It is one of the most beloved acronyms by fans. And it was created in Italy. GT, or Gran Turismo, that promptly became Gran Tourer for the Brits and Grande Tourisme for the French, in general terms describes a high-performance car that affords a good level of comfort and can be driven on the road.
The type was created in the 1950s, drawing inspiration from the Italian closed sports cars of the 1930s, such as the Alfa Romeo 6C 1750 GT and the Fiat 508 Balilla S Berlinetta, that made a name for themselves in the Mille Miglia race. These genuine motoring gems were in a category of their own back in the day, that of the “Vetture Chiuse” (closed cars).
After World War II, several Italian manufacturers (Cisitalia, Maserati, Ferrari, Lancia) picked up the idea again and the current concept was substantially formed, albeit with different visions. The milestone was the Coupé Pinin Gran Turismo B20, based on the Aurelia, with body crafted by Farina. The car was the star of the 1951 Turin Motor Show and for almost all auto historians it was the first of all GTs.
The FIA definition
Defining the “GT concept” accurately has never been a simple matter. The International Automobile Federation attempted to do so in 1961 in an appendix to the regulations which defined GT cars as “vehicles built in small series for customers who are looking for a better performance and/or a maximum comfort and are not particularly concerned about economy”.
To support the category, the FIA organised the International Championship for GT Manufacturers, from 1962 to 1965, which for the record was dominated by Ferrari with the 250 GTO. The wording of the definition was later slightly modified but the substance remained unchanged.
In short, a GT differs from a sports car because the former retains a marked road vocation, while the latter is designed expressly to maximise performance despite being packed with all the mandatory equipment needed to be street-legal. That said, Gran Turismo is a general concept and does not define specific characteristics or a particular body shape, unlike the berlinette, the coupe (which is the closest type), the spyder, the barchetta or the roadster.
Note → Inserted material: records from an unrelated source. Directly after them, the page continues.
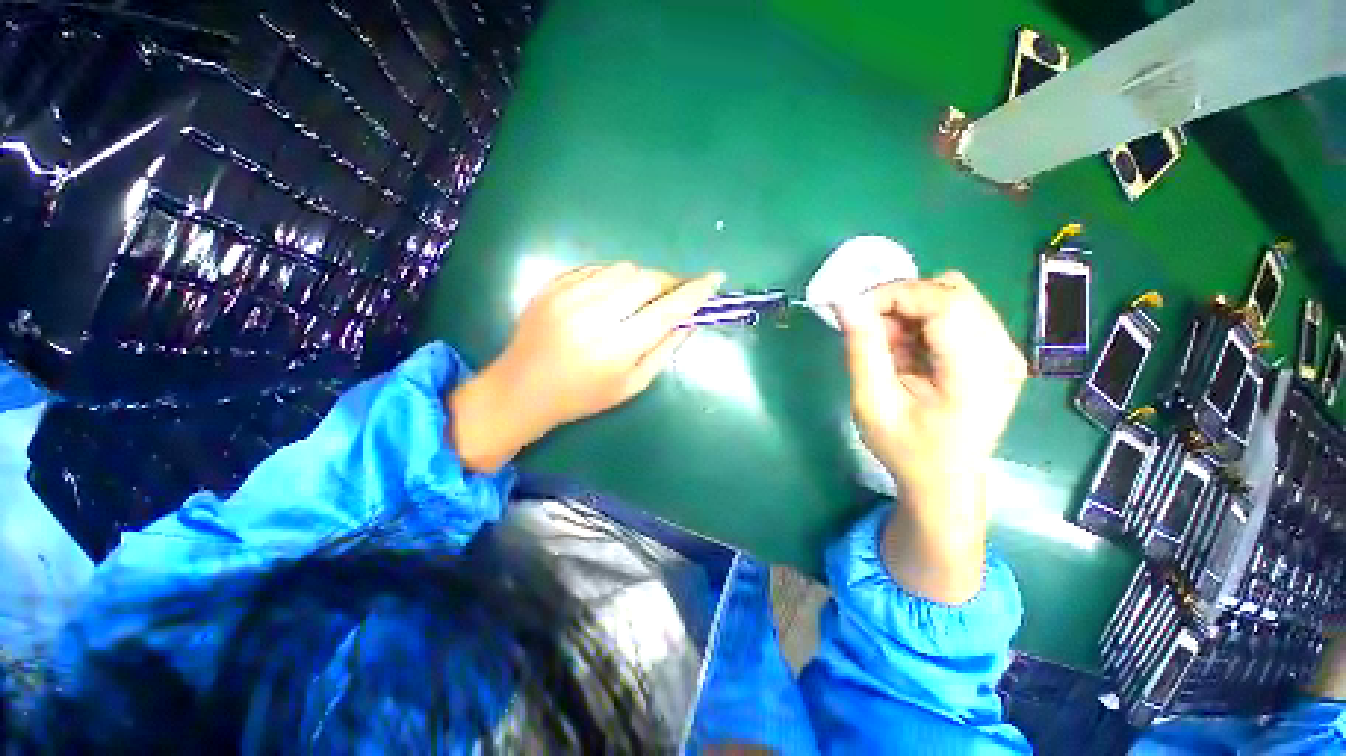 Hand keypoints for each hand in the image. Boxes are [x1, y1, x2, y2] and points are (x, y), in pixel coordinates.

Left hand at [450, 262, 724, 470]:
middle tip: (676, 292)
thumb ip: (664, 351)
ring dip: (642, 279)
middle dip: (670, 282)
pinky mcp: (552, 286)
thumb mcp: (631, 385)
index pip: (667, 310)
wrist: (521, 389)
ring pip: (623, 268)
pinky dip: (615, 277)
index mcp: (616, 348)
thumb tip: (689, 321)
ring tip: (640, 298)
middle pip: (647, 280)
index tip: (716, 278)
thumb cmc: (582, 397)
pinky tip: (612, 296)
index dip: (696, 291)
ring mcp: (568, 296)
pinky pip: (597, 268)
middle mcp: (593, 316)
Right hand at [836, 271, 1026, 603]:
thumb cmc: (906, 449)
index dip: (893, 295)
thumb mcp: (873, 403)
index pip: (943, 301)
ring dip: (910, 311)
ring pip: (954, 297)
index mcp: (977, 370)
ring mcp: (1004, 350)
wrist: (944, 481)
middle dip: (900, 300)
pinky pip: (957, 313)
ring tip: (887, 345)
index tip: (854, 311)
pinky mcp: (996, 352)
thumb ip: (862, 350)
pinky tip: (907, 351)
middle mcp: (1002, 352)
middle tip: (869, 331)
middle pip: (952, 291)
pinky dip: (922, 322)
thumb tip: (846, 303)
More horsepower but also comfortable
Currently, the GT label is used by several automakers to refer to specific models and is used by the FIA obviously with reference to motorsports. In general, however, the characteristics that make any car a GT are usually that of having a two-door body, being particularly aerodynamic and fitting a high-power engine capable of achieving fast top speeds.
These cars can travel long distances fast guaranteeing plenty of comfort on board. Nearly always, the models branded as GT, GTI or the like have a more powerful engine and much more lavish equipment than their standard production counterparts.
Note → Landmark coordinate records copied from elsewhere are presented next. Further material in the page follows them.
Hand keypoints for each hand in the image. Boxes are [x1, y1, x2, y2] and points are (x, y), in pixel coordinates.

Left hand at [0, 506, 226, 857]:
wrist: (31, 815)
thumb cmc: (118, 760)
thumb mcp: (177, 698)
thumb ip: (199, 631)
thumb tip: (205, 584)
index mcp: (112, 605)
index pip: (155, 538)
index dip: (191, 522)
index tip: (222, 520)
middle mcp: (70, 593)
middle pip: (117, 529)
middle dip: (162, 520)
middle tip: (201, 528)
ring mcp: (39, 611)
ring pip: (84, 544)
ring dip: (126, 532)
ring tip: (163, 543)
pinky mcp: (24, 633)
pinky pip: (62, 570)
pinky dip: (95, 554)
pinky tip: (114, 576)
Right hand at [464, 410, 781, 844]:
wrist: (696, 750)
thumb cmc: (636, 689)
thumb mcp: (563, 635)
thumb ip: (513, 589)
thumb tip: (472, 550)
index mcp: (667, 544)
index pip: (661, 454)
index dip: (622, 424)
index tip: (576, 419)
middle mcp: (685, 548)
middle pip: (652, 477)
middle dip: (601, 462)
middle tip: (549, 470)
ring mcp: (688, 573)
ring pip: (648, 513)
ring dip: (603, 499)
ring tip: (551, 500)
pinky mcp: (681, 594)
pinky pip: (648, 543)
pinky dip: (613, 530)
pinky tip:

Top Gear conducted a survey among thousands of fans to determine the best GT on the market five years ago. The Ferrari FF won, ahead of the Bentley Continental GT, the Aston Martin DB9, the Maserati Gran Turismo Sport and the BMW 6 Series Gran Coupe.
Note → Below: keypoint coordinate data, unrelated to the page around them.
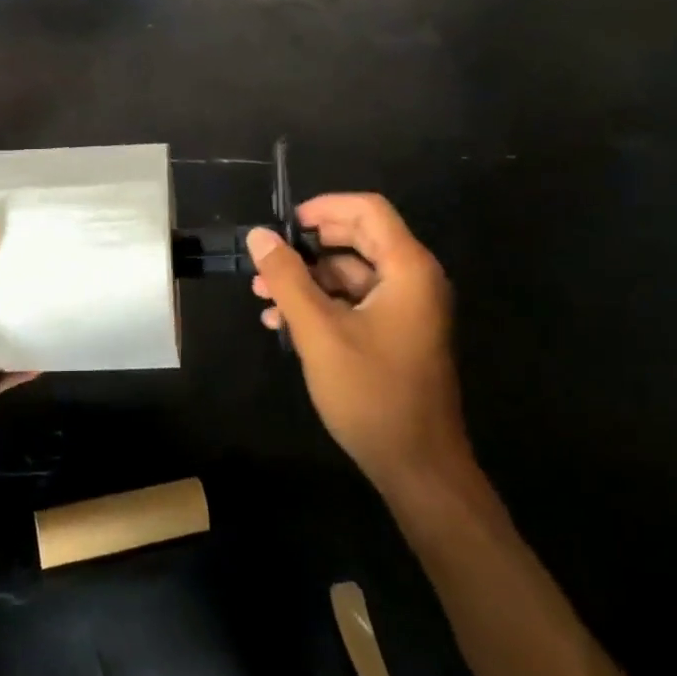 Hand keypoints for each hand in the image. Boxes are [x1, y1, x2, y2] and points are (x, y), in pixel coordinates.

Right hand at [247, 194, 477, 515]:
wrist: (418, 468)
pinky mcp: (397, 334)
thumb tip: (258, 236)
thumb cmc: (371, 393)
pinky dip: (321, 304)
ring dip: (307, 279)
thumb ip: (287, 278)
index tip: (285, 225)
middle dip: (307, 247)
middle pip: (358, 239)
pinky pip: (356, 302)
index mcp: (407, 269)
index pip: (368, 210)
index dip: (324, 207)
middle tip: (267, 259)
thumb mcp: (319, 331)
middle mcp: (414, 280)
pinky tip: (282, 323)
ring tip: (261, 296)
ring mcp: (407, 309)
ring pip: (351, 273)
The FIA GT World Championship experiment lasted a dozen or so years, from 1997 to 2009, and was followed by the FIA GT1 World Championship (for two seasons) and by the GT Series. Despite the changing names, GT 3 regulations (the least powerful category) still line up a good number of cars and of high-level drivers, although it is a far cry from the DTM and the Formulas.
For instance, BMW M6, Lexus RC F, Aston Martin Vantage, Audi RS8 LMS, Bentley Continental, Ferrari 488, Honda NSX, Lamborghini Huracan, Mercedes AMG (that won the World Cup in Macao, driven by Italian Raffaele Marciello), Nissan GTR Nismo and Porsche 911 all competed in the past season that ended in Barcelona in Europe. The Porsche 911 is considered by many as the track GT par excellence given its remarkable prize record.